Las voces de arriba se acercaban cada vez más.

Risas.

Escalones.

Gente.

Mi corazón latía con una fuerza que dolía más que la caída misma.

"¿Qué quieres decir?" murmuré, apenas moviendo los labios.

Richard me estrechó la mano.

"Ethan... No lo sabe.

Silencio.

"¿No sabes qué?"

Richard respiró hondo.

"Que tu padre biológico... sigue vivo.

Sentí que el mundo volvía a girar.
"Richard... ¿Qué quieres decir?

"Hace años", susurró. Antes de que tú y yo nos casáramos... Ya estabas embarazada.
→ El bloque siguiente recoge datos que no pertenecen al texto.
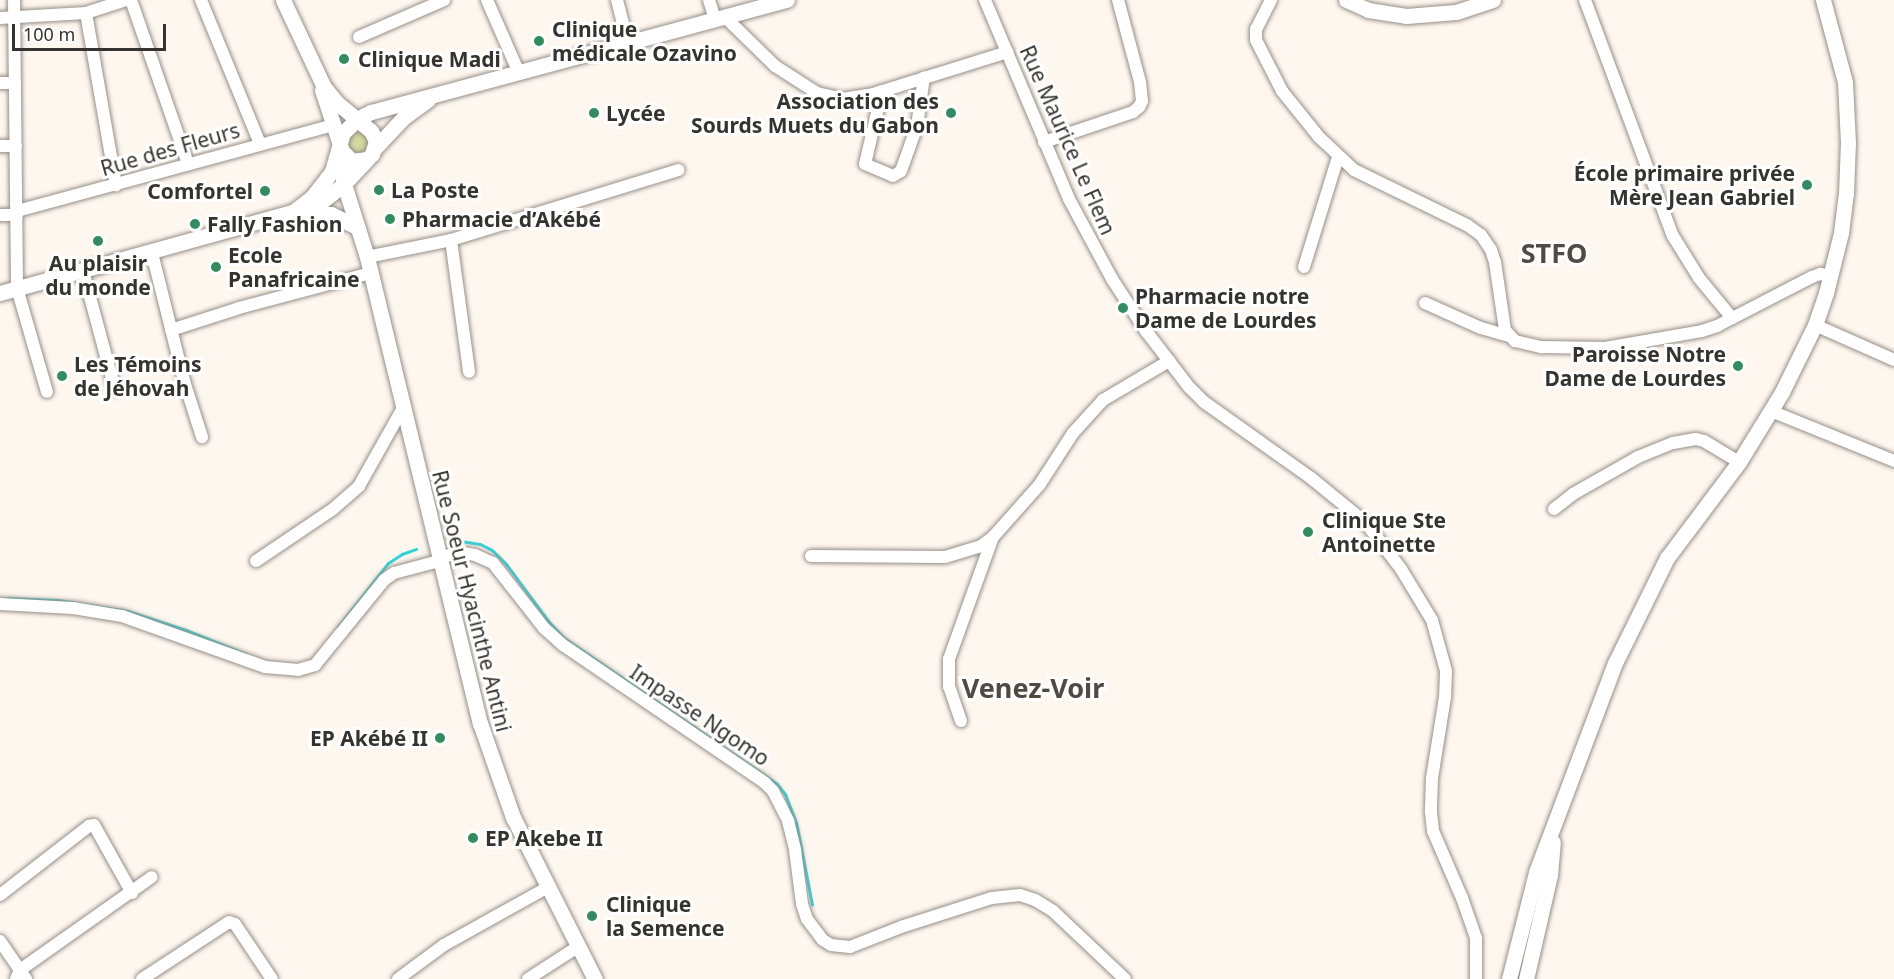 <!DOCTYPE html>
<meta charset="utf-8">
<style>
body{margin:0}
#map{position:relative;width:1894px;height:979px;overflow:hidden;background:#fef7ef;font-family:"Noto Sans",sans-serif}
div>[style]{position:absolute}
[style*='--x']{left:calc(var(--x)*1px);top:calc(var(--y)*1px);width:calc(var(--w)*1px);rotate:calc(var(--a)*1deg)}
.green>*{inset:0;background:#d3da9f}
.round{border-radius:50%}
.stream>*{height:3px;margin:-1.5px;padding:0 1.5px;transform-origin:1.5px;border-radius:1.5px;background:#36d1d7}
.roads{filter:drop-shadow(0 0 2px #968f88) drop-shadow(0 0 2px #968f88)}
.minor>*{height:12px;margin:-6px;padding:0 6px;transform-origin:6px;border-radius:6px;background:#fff}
.major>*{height:15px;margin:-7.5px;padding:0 7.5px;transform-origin:7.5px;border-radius:7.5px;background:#fff}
.dots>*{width:16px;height:16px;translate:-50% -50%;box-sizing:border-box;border:3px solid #fff;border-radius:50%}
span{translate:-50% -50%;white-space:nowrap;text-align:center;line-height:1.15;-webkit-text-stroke:6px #fff;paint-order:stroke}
.poi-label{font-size:21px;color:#35332f;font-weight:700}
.left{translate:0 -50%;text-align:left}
.right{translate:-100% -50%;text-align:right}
.street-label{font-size:21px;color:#35332f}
.district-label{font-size:27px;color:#504a43;font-weight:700}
.scale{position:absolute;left:12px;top:24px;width:154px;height:27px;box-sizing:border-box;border:3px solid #35332f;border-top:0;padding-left:8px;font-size:18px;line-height:21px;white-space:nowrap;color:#35332f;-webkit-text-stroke:4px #fff;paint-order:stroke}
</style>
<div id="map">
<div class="green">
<i class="round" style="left:347px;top:132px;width:22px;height:22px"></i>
</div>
<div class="stream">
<i style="--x:454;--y:540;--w:26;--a:9"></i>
<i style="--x:480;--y:544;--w:13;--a:27"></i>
<i style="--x:492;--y:550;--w:20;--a:45"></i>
<i style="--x:506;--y:564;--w:72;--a:53.4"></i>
<i style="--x:549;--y:622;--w:22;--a:47"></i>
<i style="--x:564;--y:638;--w:258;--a:34.4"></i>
<i style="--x:777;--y:784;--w:13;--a:51"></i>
<i style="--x:785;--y:794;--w:30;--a:69"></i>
<i style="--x:796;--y:822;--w:84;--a:79"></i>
<i style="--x:7;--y:598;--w:51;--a:2.2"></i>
<i style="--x:58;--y:600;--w:71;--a:8.9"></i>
<i style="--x:128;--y:611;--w:61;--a:18.1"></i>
<i style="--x:186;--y:630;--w:65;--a:21.8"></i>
<i style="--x:338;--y:627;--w:81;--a:-52"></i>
<i style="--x:388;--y:563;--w:17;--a:-33"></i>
<i style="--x:402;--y:554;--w:15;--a:-20"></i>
</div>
<div class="roads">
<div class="minor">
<i style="--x:14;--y:0;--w:288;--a:89.4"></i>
<i style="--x:17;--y:288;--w:108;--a:73.9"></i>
<i style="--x:131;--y:0;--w:174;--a:70.8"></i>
<i style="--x:201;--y:0;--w:156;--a:67.7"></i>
<i style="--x:487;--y:0;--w:80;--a:66.3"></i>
<i style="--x:617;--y:0;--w:44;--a:75.7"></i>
<i style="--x:709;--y:0;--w:21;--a:73"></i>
<i style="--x:985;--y:0;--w:216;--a:67.1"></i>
<i style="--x:1069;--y:199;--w:91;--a:61.7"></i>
<i style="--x:1112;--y:279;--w:62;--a:56.8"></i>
<i style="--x:1146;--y:331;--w:71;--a:52.5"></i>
<i style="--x:1189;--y:387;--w:21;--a:45"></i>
<i style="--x:1204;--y:402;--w:131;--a:35.4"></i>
<i style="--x:1311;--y:478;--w:71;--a:39.3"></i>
<i style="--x:1366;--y:523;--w:58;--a:52.7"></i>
<i style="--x:1401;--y:569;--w:60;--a:58.7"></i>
<i style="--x:1432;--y:620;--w:53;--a:74.6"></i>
<i style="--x:1446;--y:671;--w:26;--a:92"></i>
<i style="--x:1445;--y:697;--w:82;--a:99.1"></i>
<i style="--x:1432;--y:778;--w:34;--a:92"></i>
<i style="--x:1431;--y:812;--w:19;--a:84"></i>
<i style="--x:1433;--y:831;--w:73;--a:66.6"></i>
<i style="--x:1462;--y:898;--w:42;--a:70.7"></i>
<i style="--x:1476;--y:938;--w:41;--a:90"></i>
<i style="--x:1271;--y:0;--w:33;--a:117"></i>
<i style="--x:1256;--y:29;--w:11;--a:90"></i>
<i style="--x:1256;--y:40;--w:57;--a:63"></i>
<i style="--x:1282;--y:91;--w:59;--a:51.2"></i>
<i style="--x:1319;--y:137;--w:48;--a:43.3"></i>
<i style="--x:1354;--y:170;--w:126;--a:26"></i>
<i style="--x:1467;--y:225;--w:17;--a:36"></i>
<i style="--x:1481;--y:235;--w:18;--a:56"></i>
<i style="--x:1491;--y:250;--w:13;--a:72"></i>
<i style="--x:1495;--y:262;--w:69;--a:81.6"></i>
<i style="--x:1505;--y:330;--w:15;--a:48"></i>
<i style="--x:1515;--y:341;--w:28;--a:13"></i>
<i style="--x:1542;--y:347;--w:63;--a:0.9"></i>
<i style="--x:1605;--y:348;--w:98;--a:-9.9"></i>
<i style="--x:1702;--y:331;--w:16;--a:-18"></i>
<i style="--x:1717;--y:326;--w:107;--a:-27.3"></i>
<i style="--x:1812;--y:277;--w:9;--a:-21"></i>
<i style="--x:1820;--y:274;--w:11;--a:10"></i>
<i style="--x:1585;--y:0;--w:252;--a:69.6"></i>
<i style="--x:1673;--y:236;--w:49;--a:58.2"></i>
<i style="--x:1699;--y:278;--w:52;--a:50.5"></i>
<i style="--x:86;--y:13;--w:175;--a:80.1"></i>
<i style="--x:725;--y:17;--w:70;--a:44.4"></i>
<i style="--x:775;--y:66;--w:50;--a:32.7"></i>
<i style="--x:817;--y:93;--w:26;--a:13"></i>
<i style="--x:842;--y:99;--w:31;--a:-9"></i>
<i style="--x:873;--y:94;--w:141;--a:-17.3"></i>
<i style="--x:0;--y:18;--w:86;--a:-3.3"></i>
<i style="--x:86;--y:13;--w:42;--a:-18"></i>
<i style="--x:359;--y:37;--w:93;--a:-23.5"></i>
<i style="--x:0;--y:83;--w:15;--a:0"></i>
<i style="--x:882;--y:91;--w:75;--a:103.1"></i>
<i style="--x:865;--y:164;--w:30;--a:23"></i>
<i style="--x:893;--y:176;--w:9;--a:-32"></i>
<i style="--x:901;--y:171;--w:48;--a:-70.4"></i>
<i style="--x:917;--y:126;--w:49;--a:-81.9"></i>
<i style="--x:1044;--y:142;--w:94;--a:-18.6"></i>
<i style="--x:1133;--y:112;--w:8;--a:-40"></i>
<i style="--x:1139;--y:107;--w:7;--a:-63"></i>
<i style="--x:1142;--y:101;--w:19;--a:-96"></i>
<i style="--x:1140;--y:82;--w:85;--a:-105"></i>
<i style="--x:0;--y:146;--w:16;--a:0"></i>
<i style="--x:17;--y:211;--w:328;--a:-15.2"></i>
<i style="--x:0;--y:215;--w:17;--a:0"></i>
<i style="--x:451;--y:240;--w:133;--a:82.2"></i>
<i style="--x:152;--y:253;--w:135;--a:75.9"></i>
<i style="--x:185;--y:384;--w:56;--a:72.2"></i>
<i style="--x:367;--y:257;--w:86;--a:-11.4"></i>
<i style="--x:451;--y:240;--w:238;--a:-17.1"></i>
<i style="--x:1304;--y:267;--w:115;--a:-72.8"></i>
<i style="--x:83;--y:271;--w:123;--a:74.9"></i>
<i style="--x:1425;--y:303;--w:61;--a:24.1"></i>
<i style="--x:1481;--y:328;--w:29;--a:16"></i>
<i style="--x:1815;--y:325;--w:86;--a:23.9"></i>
<i style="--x:171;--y:330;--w:71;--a:-17.9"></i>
<i style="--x:239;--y:308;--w:137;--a:-14.9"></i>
<i style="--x:1771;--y:411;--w:133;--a:22.1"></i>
<i style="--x:1554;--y:509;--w:24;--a:-38"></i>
<i style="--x:1573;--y:494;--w:75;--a:-29.6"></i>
<i style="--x:1638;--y:457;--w:38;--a:-22"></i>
<i style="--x:1673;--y:443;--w:23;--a:-10"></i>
<i style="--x:1696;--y:439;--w:8;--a:14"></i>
<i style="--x:1704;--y:441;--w:41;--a:31"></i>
<i style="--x:811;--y:556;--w:134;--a:0.4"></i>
<i style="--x:945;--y:557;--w:38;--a:-17"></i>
<i style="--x:981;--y:546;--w:15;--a:-37"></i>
<i style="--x:993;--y:537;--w:71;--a:-48.4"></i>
<i style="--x:1040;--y:484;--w:61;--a:-57.1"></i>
<i style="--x:1073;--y:433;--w:45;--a:-47.7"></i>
<i style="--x:1103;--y:400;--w:77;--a:-30.6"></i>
<i style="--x:438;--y:557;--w:25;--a:-9"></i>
<i style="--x:463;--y:553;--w:12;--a:9"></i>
<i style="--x:475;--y:555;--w:20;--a:24"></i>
<i style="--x:493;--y:563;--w:83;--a:51.9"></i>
<i style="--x:544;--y:628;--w:25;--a:42"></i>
<i style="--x:563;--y:645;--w:245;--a:34.3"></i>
<i style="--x:765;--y:783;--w:11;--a:45"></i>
<i style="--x:773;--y:791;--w:34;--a:63"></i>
<i style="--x:788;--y:821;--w:30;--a:76"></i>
<i style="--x:795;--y:850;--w:54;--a:82.6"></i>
<i style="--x:802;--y:904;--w:16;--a:72"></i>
<i style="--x:807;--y:919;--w:26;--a:53"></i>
<i style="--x:823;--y:940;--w:9;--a:32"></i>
<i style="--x:831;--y:945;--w:19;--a:6"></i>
<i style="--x:850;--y:947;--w:58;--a:-21.3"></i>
<i style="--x:904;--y:926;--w:92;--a:-17.7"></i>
<i style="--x:992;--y:898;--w:28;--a:-6"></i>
<i style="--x:1020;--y:895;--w:16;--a:18"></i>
<i style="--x:1035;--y:900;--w:21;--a:31"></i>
<i style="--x:1053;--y:911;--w:99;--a:43.4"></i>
<i style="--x:256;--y:561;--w:93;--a:-34"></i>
<i style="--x:333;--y:509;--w:35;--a:-41"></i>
<i style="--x:359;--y:486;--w:90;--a:-60.6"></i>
<i style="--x:0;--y:604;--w:73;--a:3.1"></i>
<i style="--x:73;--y:608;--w:50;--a:9.3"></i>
<i style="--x:122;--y:616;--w:152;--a:19.6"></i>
<i style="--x:265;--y:667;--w:33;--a:5"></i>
<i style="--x:298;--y:670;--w:18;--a:-16"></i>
<i style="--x:315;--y:665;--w:109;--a:-50.9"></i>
<i style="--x:384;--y:580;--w:12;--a:-35"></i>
<i style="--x:394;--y:573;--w:47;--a:-14.9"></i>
<i style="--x:961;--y:721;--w:36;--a:-109"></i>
<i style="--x:949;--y:687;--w:28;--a:-90"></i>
<i style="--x:949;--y:659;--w:130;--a:-70.2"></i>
<i style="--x:0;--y:895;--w:113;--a:-37.8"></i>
<i style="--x:89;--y:826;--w:5;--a:-11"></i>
<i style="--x:94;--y:825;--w:78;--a:60.8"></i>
<i style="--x:0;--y:941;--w:46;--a:55.6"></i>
<i style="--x:16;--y:979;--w:10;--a:-66"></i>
<i style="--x:20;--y:970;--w:161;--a:-35.2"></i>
<i style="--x:142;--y:979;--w:104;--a:-33.2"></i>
<i style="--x:229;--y:922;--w:6;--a:18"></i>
<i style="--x:235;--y:924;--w:66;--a:56.1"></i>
<i style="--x:398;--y:979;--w:57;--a:-36.5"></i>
<i style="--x:444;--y:945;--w:119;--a:-29.1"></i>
<i style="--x:528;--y:979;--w:61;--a:-32.9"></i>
</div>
<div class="major">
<i style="--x:283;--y:0;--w:96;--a:64.8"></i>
<i style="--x:324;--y:87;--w:19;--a:51"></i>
<i style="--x:336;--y:102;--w:45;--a:39.6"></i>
<i style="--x:371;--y:131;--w:11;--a:63"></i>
<i style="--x:376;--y:141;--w:14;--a:107"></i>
<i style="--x:372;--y:154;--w:41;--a:133"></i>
<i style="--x:344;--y:184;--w:46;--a:142.1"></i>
<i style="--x:1346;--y:0;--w:24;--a:24"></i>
<i style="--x:1368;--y:10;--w:38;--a:9"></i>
<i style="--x:1406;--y:16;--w:50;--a:-4.6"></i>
<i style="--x:1456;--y:12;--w:39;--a:-18"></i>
<i style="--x:322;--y:90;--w:64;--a:71.8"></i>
<i style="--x:342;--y:151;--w:14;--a:45"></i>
<i style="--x:352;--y:161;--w:15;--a:-8"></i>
<i style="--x:375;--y:148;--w:41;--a:-47"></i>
<i style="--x:403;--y:118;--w:31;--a:-36"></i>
<i style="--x:338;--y:153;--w:32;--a:79"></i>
<i style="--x:344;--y:184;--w:77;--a:72.5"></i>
<i style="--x:367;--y:257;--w:480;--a:76.4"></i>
<i style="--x:480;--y:723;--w:100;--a:70.7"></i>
<i style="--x:513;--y:817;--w:182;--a:63.2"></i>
<i style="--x:293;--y:212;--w:24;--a:-38"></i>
<i style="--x:312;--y:197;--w:33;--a:-52"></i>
<i style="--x:332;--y:171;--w:40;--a:-74"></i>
<i style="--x:343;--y:133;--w:20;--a:-45"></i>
<i style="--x:357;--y:119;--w:16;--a:-27"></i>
<i style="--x:371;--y:112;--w:431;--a:-15.1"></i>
<i style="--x:0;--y:293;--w:304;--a:-15.5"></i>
<i style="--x:293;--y:212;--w:38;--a:3"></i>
<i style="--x:331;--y:214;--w:30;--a:27"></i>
<i style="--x:1509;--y:979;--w:110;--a:-75.8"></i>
<i style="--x:1536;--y:872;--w:223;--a:-69.3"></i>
<i style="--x:1615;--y:663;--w:117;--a:-63.7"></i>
<i style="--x:1667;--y:558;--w:120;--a:-53.1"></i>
<i style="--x:1739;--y:462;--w:82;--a:-58.4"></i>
<i style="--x:1782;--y:392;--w:75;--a:-63.8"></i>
<i style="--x:1815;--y:325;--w:34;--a:-71"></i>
<i style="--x:1826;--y:293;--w:62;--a:-76"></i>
<i style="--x:1841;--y:233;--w:39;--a:-83"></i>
<i style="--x:1846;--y:194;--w:51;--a:-87.8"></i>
<i style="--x:1848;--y:143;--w:61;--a:-92.8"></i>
<i style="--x:1845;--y:82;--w:85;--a:-105"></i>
<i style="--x:1526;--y:979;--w:107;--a:-77"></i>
<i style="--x:1550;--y:875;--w:33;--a:-85"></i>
</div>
</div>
<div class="dots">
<i style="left:539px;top:41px;background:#338b5f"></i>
<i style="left:344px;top:59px;background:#338b5f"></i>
<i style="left:594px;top:113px;background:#338b5f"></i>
<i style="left:951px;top:113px;background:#338b5f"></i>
<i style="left:1807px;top:185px;background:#338b5f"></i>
<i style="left:379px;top:190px;background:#338b5f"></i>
<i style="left:265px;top:191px;background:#338b5f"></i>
<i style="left:390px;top:219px;background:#338b5f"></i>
<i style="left:195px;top:224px;background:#338b5f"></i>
<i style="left:98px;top:241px;background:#338b5f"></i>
<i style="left:216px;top:267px;background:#338b5f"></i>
<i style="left:1123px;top:308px;background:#338b5f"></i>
<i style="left:1738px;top:366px;background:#338b5f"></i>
<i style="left:62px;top:376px;background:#338b5f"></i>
<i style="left:1308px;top:532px;background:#338b5f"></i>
<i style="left:440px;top:738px;background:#338b5f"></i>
<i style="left:473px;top:838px;background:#338b5f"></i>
<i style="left:592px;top:916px;background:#338b5f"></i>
</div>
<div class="poi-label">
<span class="left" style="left:552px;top:41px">Clinique<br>médicale Ozavino</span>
<span class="left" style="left:358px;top:59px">Clinique Madi</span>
<span class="right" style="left:939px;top:113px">Association des<br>Sourds Muets du Gabon</span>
<span class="left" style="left:606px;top:113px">Lycée</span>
<span class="right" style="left:1795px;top:185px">École primaire privée<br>Mère Jean Gabriel</span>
<span class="left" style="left:391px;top:190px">La Poste</span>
<span class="right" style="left:253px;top:191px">Comfortel</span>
<span class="left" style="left:402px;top:219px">Pharmacie d’Akébé</span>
<span class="left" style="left:207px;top:224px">Fally Fashion</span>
<span class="left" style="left:228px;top:267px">Ecole<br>Panafricaine</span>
<span style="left:98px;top:275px">Au plaisir<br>du monde</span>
<span class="left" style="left:1135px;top:308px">Pharmacie notre<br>Dame de Lourdes</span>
<span class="right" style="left:1726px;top:366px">Paroisse Notre<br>Dame de Lourdes</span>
<span class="left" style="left:74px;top:376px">Les Témoins<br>de Jéhovah</span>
<span class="left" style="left:1322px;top:532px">Clinique Ste<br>Antoinette</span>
<span class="right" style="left:428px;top:738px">EP Akébé II</span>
<span class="left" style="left:485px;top:838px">EP Akebe II</span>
<span class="left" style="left:606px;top:916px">Clinique<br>la Semence</span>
</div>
<div class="street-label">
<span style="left:1068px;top:140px;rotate:66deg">Rue Maurice Le Flem</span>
<span style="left:170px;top:149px;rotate:-16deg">Rue des Fleurs</span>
<span style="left:472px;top:601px;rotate:76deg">Rue Soeur Hyacinthe Antini</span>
<span style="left:700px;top:715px;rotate:34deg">Impasse Ngomo</span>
</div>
<div class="district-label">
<span style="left:1554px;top:253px">STFO</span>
<span style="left:1033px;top:688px">Venez-Voir</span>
</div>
<div class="scale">100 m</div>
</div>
Se me quedó la mente en blanco.

"Esto... No es verdad...

Pero lo fue.

Un recuerdo.

Una noche.

Un error.

Un secreto que enterré tan profundo que dejé de verlo.

"Lo supe desde el principio", continuó. "Pero decidí criarle como si fuera mi propio hijo."

El dolor en el pecho ya no era solo físico.

"Así que... ¿Por qué ahora?

Richard apretó los dientes.

"Porque el hombre que hay detrás... no es solo Laura.

Silencio.

"Es el verdadero padre de Ethan.

El aire desapareció.

-No...

"Sí", dijo. "Reapareció hace un año. Lo encontré en los registros financieros. Transferencias ocultas. Lentillas. Él lo financió todo."

Sentí un escalofrío en la piel.

-¿Por qué?

"Porque quiere recuperar lo que cree que es suyo."

Pausa.

"Y eso... Incluye todo lo que construimos.

Arriba, las voces estaban más cerca.